Interoperability for administrators: HL7 and FHIR in plain English
No hospital runs on a single system. There's the management platform, the lab system, radiology, the insurance interface, the analytics tools — and they all need to talk to each other. The umbrella word for "talking to each other" is interoperability, and two terms dominate the conversation: HL7 and FHIR. You don't need to be an engineer to make good decisions here. You need to understand what they're for.
#Why interoperability matters to you, specifically
When systems don't share data, people fill the gap — re-typing the same patient details into three systems, carrying printouts between departments, reconciling numbers that should already agree. Every one of those manual bridges is slow and a chance to introduce an error. Interoperability replaces the human bridge with an automatic one. That's the entire point, and it's a deeply practical one.
#HL7: the long-established standard
HL7 (Health Level Seven) is a long-standing family of standards for exchanging healthcare information — the established language hospital systems have used to pass messages like "this patient was admitted" or "these lab results are ready." It's mature and widely supported. If a system can't speak HL7 at all, that's a real warning sign about how well it will fit into an existing hospital.
#FHIR: the modern, web-friendly approach
FHIR (Fast Healthcare Interoperability Resources) is the newer standard, built on the same web technologies that power modern apps. It models healthcare information as clean, reusable "resources" — a Patient, an Appointment, a Medication — that systems can request and share over standard web APIs. In practice, FHIR makes it easier and faster to connect modern applications, which is why it's increasingly the expectation rather than the bonus.
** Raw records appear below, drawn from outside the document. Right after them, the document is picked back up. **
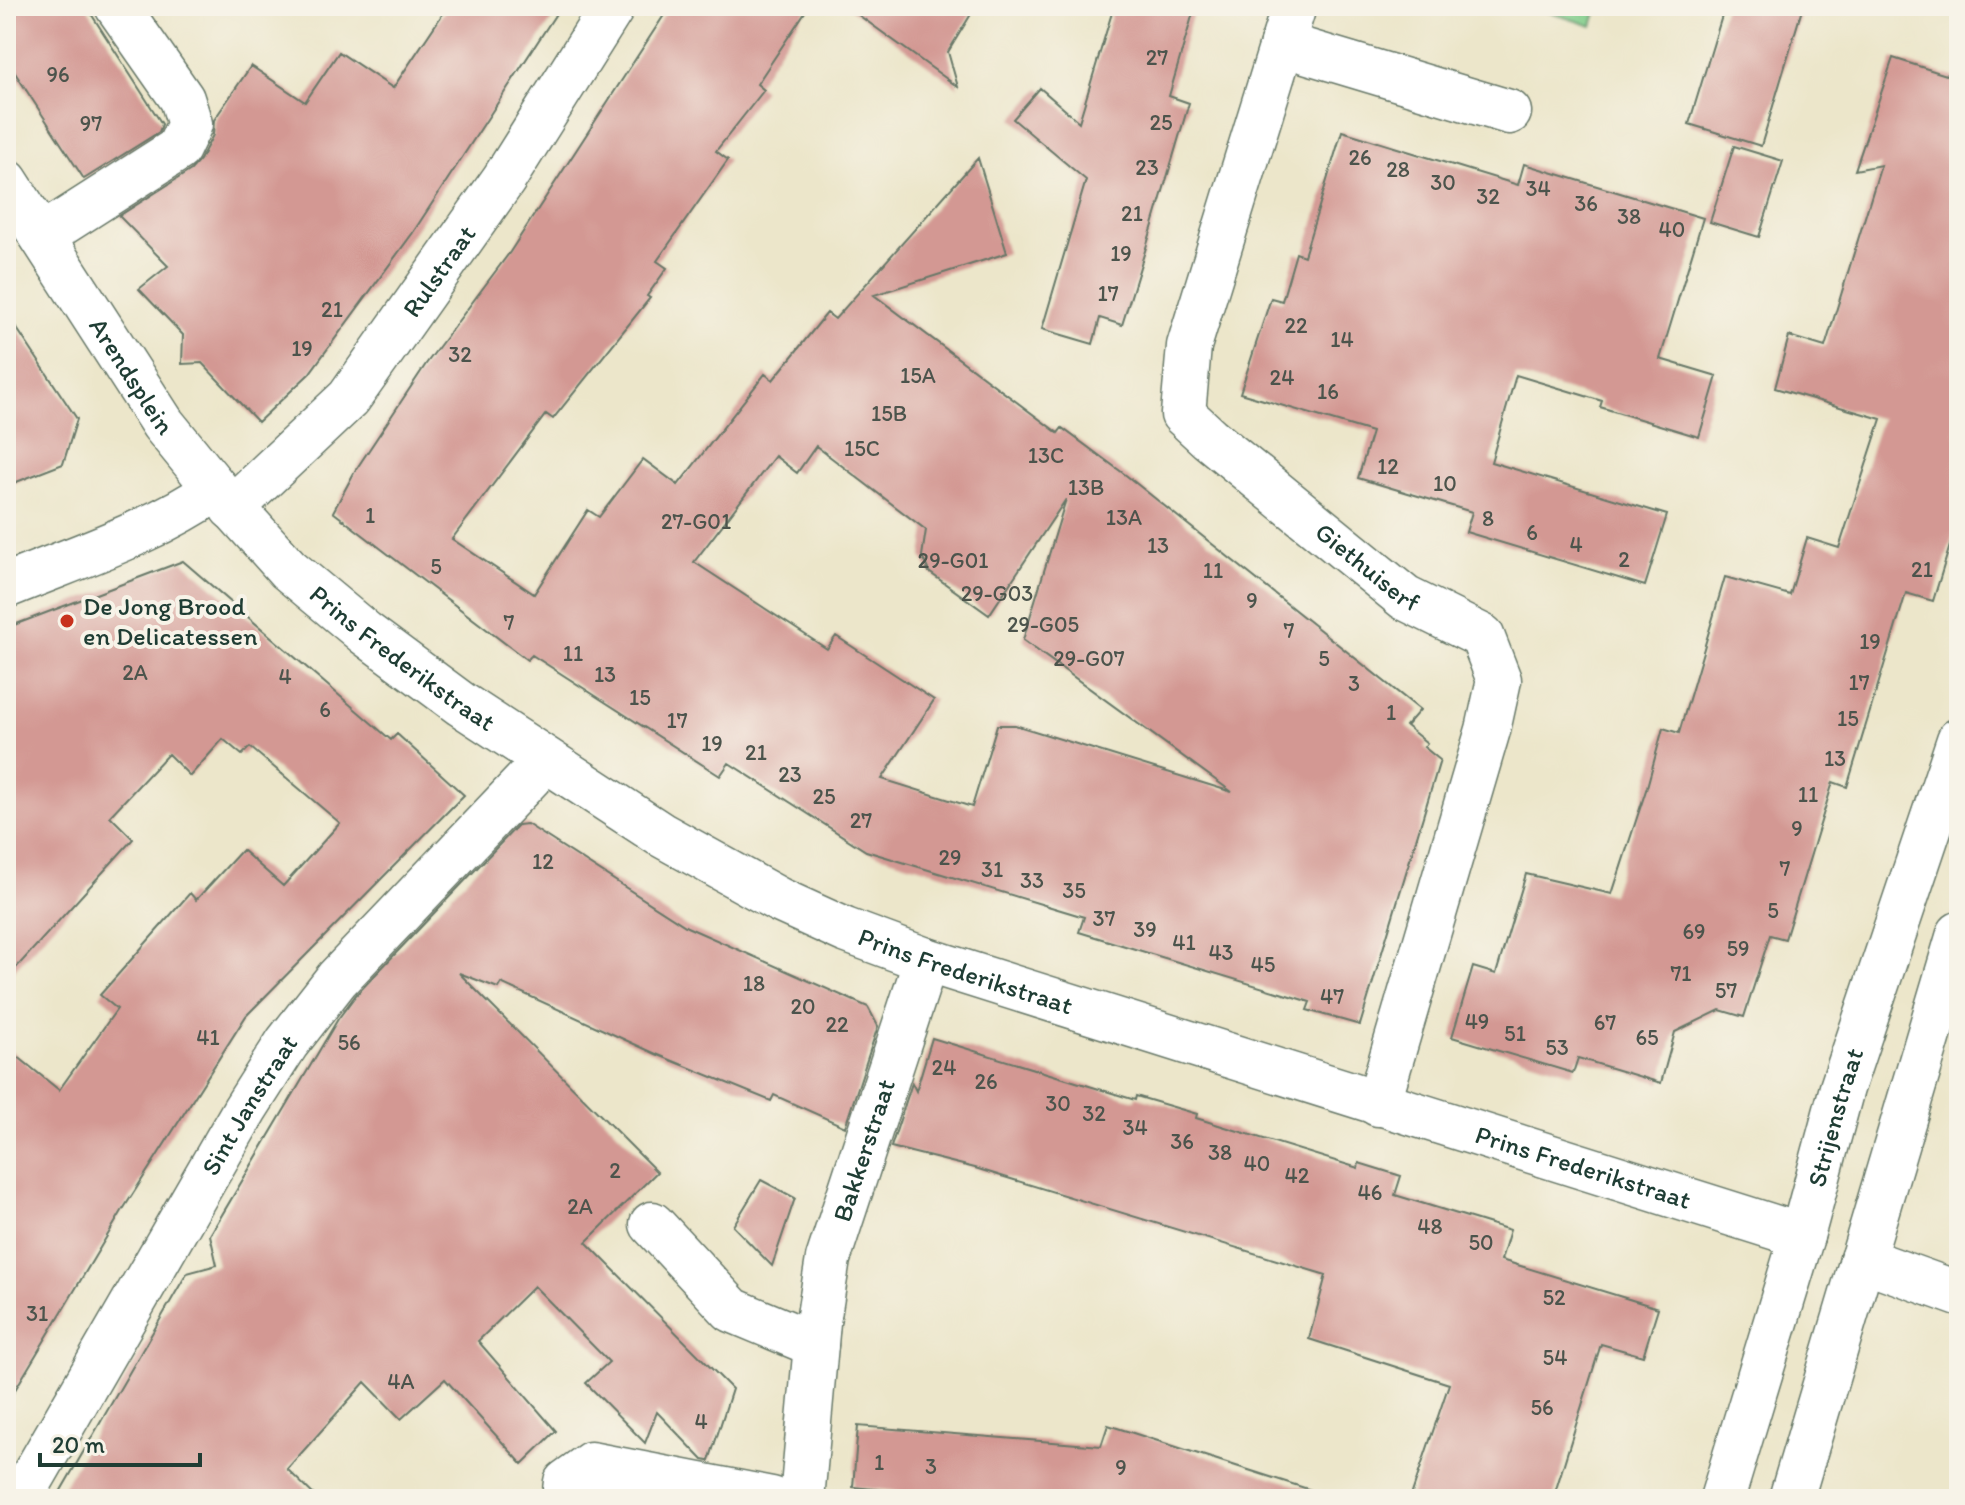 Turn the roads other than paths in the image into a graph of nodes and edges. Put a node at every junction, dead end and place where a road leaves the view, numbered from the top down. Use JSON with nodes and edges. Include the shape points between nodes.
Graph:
{"nodes":[{"id":1,"x":117,"y":6,"type":"edge"},
{"id":2,"x":613,"y":6,"type":"edge"},
{"id":3,"x":1288,"y":25,"type":"edge"},
{"id":4,"x":1509,"y":112,"type":"dead end"},
{"id":5,"x":6,"y":181,"type":"edge"},
{"id":6,"x":42,"y":236,"type":"junction"},
{"id":7,"x":224,"y":498,"type":"junction"},
{"id":8,"x":6,"y":586,"type":"edge"},
{"id":9,"x":1959,"y":740,"type":"edge"},
{"id":10,"x":546,"y":760,"type":"junction"},
{"id":11,"x":1959,"y":934,"type":"edge"},
{"id":12,"x":926,"y":960,"type":"junction"},
{"id":13,"x":1378,"y":1104,"type":"junction"},
{"id":14,"x":652,"y":1224,"type":"dead end"},
{"id":15,"x":1802,"y":1236,"type":"junction"},
{"id":16,"x":1862,"y":1259,"type":"junction"},
{"id":17,"x":1959,"y":1294,"type":"edge"},
{"id":18,"x":816,"y":1345,"type":"junction"},
{"id":19,"x":20,"y":1499,"type":"edge"},
{"id":20,"x":564,"y":1499,"type":"edge"},
{"id":21,"x":772,"y":1499,"type":"edge"},
{"id":22,"x":802,"y":1499,"type":"edge"},
{"id":23,"x":1722,"y":1499,"type":"edge"},
{"id":24,"x":1791,"y":1499,"type":"edge"}],
"edges":[{"from":1,"to":6,"type":"street","via":[[182,99],[190,124],[178,149]]},
{"from":2,"to":7,"type":"street","name":"Rulstraat","via":[[504,179],[349,398]]},
{"from":3,"to":4,"type":"street","name":"Giethuiserf"},
{"from":3,"to":13,"type":"street","name":"Giethuiserf","via":[[1189,346],[1183,414],[1405,598],[1482,636],[1499,680]]},
{"from":5,"to":6,"type":"street","name":"Arendsplein"},
{"from":6,"to":7,"type":"street","name":"Arendsplein","via":[[163,424]]},
{"from":7,"to":8,"type":"street","name":"Rulstraat"},
{"from":7,"to":10,"type":"street","name":"Prins Frederikstraat","via":[[288,569],[365,633]]},
{"from":9,"to":15,"type":"street","name":"Strijenstraat","via":[[1842,1088]]},
{"from":10,"to":12,"type":"street","name":"Prins Frederikstraat","via":[[660,834],[779,900]]},
{"from":10,"to":19,"type":"street","name":"Sint Janstraat","via":[[337,979],[287,1043]]},
{"from":11,"to":16,"type":"street"},
{"from":12,"to":13,"type":"street","name":"Prins Frederikstraat"},
{"from":12,"to":18,"type":"street","name":"Bakkerstraat","via":[[828,1259]]},
{"from":13,"to":15,"type":"street","name":"Prins Frederikstraat"},
{"from":14,"to":18,"type":"street","via":[[732,1310]]},
{"from":15,"to":16,"type":"street","name":"Prins Frederikstraat"},
{"from":15,"to":23,"type":"street","name":"Strijenstraat"},
{"from":16,"to":17,"type":"street"},
{"from":16,"to":24,"type":"street"},
{"from":18,"to":22,"type":"street","name":"Bakkerstraat"},
{"from":20,"to":21,"type":"street","via":[[566,1482],[591,1464]]}]}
You don't need to read an HL7 message or write a FHIR query. You do need to insist your systems can.
#The questions to ask a vendor
You can evaluate interoperability without technical depth, just by asking the right things:
- "Which standards do you support — HL7, FHIR, both?"
- "Show me a real integration you've done with a lab or insurance system."
- "Can we export our own data in a standard format, whenever we want?"
- "What happens to our data if we ever leave?"
That last pair matters as much as the first. A system you can connect to but never get your data out of is a subtler form of lock-in.
#Interoperability is also future-proofing
The systems you'll want to connect in five years may not exist yet. A platform built on open standards can absorb them; a closed one will fight you every time. Choosing for interoperability isn't only about today's lab interface — it's about keeping your options open for everything you'll want to add later.
#The bottom line
Treat interoperability as a first-class requirement, not a technical afterthought buried on page nine of the spec. A hospital platform that speaks HL7 and FHIR fluently, and lets you export your own data freely, slots into the ecosystem you already have and the one you'll build next. One that doesn't will quietly become an island — and islands, in healthcare IT, are expensive places to be stranded.